For Lewis, the focus on something outside the relationship, something objective whose reality does not depend yet confers meaning on the relationship, is what differentiates Friendship from Eros. In Eros (which does not preclude Friendship but is not synonymous with it), the lovers are bound to each other by their very bonded-ness. The relationship itself is the point. Friendship, on the other hand, is cultivated when two people discover that they are both pursuing a same thing. Friendships are not made from a devotion to the bonded-ness itself, because that comes later. Friendships are made from a commonality that begets an identity.  Thus comes Lewis’s famous line: “Hence we picture lovers face to face but Friends side by side; their eyes look ahead.”

What would this observation mean in a digital age? For one thing, we should probably admit that the internet has changed, perhaps permanently, how our culture thinks about friendship. Partly this is through the elimination of distance and the flattening of time; friends can be reached instantly (text messaging), no matter where they are (smartphones), even at a sub-literate level (Snapchat and Instagram). Whether this is a good or bad thing probably depends on many other factors, and it would likely be a mistake to either worship or anathematize the raw connective potential of technology.

But then again, Westerners are indeed lonelier than ever before, despite how easy and unobtrusive to daily life the cultivation of “friendships” has become. This is where I think Lewis can help us. Lewis’s argument is not that friendship shouldn’t exist without an objective commonality; his argument is that it cannot exist. It is the nature of friendship to bring two people out of themselves, and out of each other, into something on which their bonded-ness can grow. Without that outside something, the relationship that forms between people is bent back inwardly for each of them. The relationship’s value becomes about how valued each person feels. The friendship exists for the sake of “having friends,” which really means it exists for the satisfaction of being liked.

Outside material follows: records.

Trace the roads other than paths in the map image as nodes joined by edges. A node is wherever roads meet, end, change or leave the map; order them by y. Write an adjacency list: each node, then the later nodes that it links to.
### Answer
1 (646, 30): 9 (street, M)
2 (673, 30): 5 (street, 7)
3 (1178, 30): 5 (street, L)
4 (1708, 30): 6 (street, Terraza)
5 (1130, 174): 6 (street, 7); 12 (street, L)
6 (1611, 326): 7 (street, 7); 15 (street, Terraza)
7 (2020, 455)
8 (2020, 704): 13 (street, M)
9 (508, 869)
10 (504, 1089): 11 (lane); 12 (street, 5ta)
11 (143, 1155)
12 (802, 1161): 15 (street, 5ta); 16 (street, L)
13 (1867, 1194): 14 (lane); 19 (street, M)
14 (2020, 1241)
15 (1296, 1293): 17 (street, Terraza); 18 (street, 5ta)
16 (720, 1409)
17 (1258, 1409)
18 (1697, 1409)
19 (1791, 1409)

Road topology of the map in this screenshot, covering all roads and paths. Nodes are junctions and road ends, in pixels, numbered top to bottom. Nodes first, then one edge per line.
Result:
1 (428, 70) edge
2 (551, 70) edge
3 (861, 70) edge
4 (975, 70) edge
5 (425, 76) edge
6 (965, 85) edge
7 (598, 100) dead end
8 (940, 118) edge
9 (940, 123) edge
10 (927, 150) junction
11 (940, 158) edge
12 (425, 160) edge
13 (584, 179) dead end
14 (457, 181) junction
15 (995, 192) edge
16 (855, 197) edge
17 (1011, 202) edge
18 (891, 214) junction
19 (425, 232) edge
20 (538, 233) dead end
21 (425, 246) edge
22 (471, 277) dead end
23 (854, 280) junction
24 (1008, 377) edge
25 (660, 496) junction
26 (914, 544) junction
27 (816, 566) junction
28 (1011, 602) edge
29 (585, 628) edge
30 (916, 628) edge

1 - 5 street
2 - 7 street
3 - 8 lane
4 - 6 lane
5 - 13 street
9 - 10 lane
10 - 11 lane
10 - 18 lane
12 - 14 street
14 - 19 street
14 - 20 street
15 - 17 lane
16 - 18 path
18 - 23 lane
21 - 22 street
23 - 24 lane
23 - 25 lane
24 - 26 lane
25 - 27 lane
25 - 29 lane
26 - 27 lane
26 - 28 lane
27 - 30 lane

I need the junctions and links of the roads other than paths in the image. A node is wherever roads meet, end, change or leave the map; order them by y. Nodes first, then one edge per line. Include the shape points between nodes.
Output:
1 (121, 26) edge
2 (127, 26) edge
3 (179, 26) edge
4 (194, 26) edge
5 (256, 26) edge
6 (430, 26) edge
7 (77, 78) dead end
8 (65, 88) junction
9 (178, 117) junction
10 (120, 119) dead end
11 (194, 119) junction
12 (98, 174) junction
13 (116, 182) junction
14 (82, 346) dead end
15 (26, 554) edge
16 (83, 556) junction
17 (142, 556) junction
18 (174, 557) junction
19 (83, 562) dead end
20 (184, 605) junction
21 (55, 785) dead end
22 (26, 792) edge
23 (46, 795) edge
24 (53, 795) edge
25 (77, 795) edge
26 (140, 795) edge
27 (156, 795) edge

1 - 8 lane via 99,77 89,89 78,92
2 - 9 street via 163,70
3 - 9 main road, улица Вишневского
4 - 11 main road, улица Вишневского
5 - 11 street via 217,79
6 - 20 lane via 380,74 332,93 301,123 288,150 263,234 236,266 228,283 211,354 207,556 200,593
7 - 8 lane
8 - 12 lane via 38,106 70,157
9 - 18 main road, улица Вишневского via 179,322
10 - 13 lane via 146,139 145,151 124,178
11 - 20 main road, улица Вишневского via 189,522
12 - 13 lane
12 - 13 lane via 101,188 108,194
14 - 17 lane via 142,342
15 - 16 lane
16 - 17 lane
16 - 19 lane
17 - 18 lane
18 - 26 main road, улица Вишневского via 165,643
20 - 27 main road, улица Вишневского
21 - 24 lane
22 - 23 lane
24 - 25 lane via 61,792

This is important, because our age of social media is a curated age. Networking technology empowers individual control of the social experience; you can add, delete, mute, or hide at will. Curation is the power to feel like one is among friends even when one isn’t. “Friendship technology” is not about bringing people who both, to use Lewis’s term, see the same truth. If it were, social media would not have any long term appeal over phone calls, book clubs, and church. The reason it does have such appeal is that it offers individuals the psychological experiences of friendship (“My posts are being liked, therefore I am being liked”) without the often difficult work of cultivating one’s own inner life (which is, according to Lewis’s, what is shared by friends).

I suspect that part of the epidemic loneliness in our culture stems from the fact that many of us have very little of our own inner life to truly share with another person. Our hobbies don’t even mean much to us, because if we’re honest, we do them mostly because they’re what the “liked” people on social media do. In many of our hearts, there just isn’t much for friendship to feed on. Because there’s no effort to see truth, or to really love beauty, or to accomplish something meaningful, there’s consequently nothing that another person can come alongside us for. As we age, the stresses and demands of family, and especially work, choke out our inner lives. Life is reduced to doing, and only those who happen to be doing with us in a particular season of life can become our “friends,” even though we know the friendship will dissipate when the doing ceases, as doing always does.

Lewis’s observations are a reminder to me that sharing life with a friend requires treasuring something enough to share in the first place. Loving the wrong things, like the feeling of being “liked” by avatars on a screen, is a pestilence to real friendship. A social media age glorifies non-stop connectedness, but authentic friendship relies more on what happens in the quiet hours of life, as the heart takes shape.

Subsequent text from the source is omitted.